Duct Tape, Dixie, and Me

Friday, July 07, 2006

Gone With the Wind Turns 70

Margaret Mitchell's classic Gone with the Wind was published seventy years ago this summer. While the novel is admittedly dated in its Southern sentimentality and troublesome in its treatment of racial issues, the icon that it captured and substantiated is a vivid part of the Southern literary landscape today. The novel (followed by the wildly popular film) became nothing short of a phenomenon. I saw documentary footage over the weekend of the Atlanta film premier. The entire city was in an uproar, audiences cheered aand wept, and even in recent years the film is considered a staple of chick films in some circles.... Or is it?

Sustainability
It is said that the test of a literary work's value is whether or not audiences can still connect with it decades later. With that in mind, I wonder if Gone with the Wind still matters in 2006? Folks everywhere in the 1930s read/watched it--Southern and otherwise. But have any of my 20 and 30 year-old friends out there ever read or watched it? Is it a generational thing? or just a Southern thing?

Trivia Facts
For those of you who are Margaret Mitchell fans, let's see if you know these facts:

* Mrs. Mitchell originally named the heroine of the novel Pansy, but changed her name to Scarlett at the insistence of her editors during the re-writes before publication.

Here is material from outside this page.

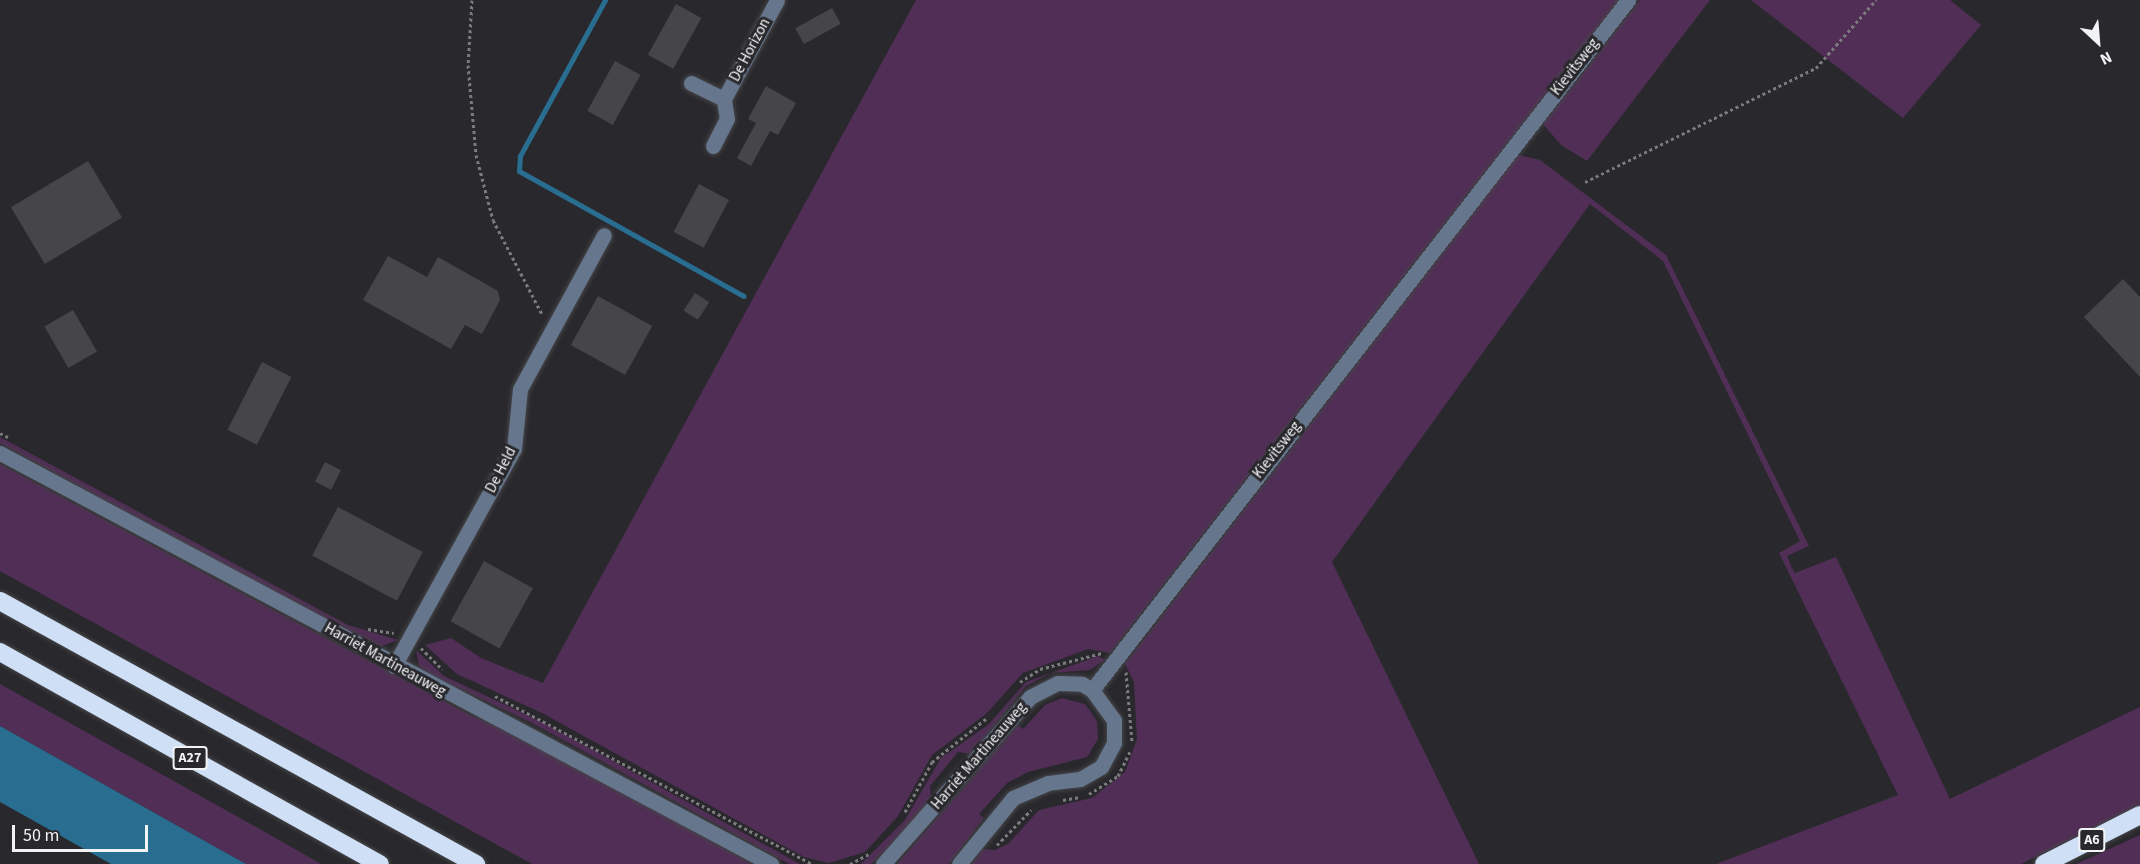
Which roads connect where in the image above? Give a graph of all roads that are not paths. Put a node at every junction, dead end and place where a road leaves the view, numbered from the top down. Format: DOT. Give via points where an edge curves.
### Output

* Mrs. Mitchell had little confidence in herself as a writer and had no intentions of publishing the novel. She even denied its existence until a friend vocalized doubt of Mitchell's talent as a writer. At that point she turned the manuscript over to an editor to prove a point, and the rest is history.

* Mrs. Mitchell wrote the last chapter first and then wrote the various other 1000 pages one chapter at a time in no particular order.

* The $3 price tag for Gone With the Wind when released in 1936 is the equivalent of $43.50 in today's economy. (When is the last time you payed 40 bucks for a book?) And yet for a time it was second in sales only to the Bible.

Related Links
The Story Behind Gone With the Wind (Margaret Mitchell House and Museum)

Biography of Margaret Mitchell (Margaret Mitchell House and Museum)

Margaret Mitchell (Literary Traveler)

Gone With the Wind, Indeed (The Washington Post)

1 Comments:

  • At 10:33 PM, Blogger Liz said…

    I read it about once a year, and wish I had the dvd so I could watch it whenever I wanted - it's been my favorite for as long as I can remember.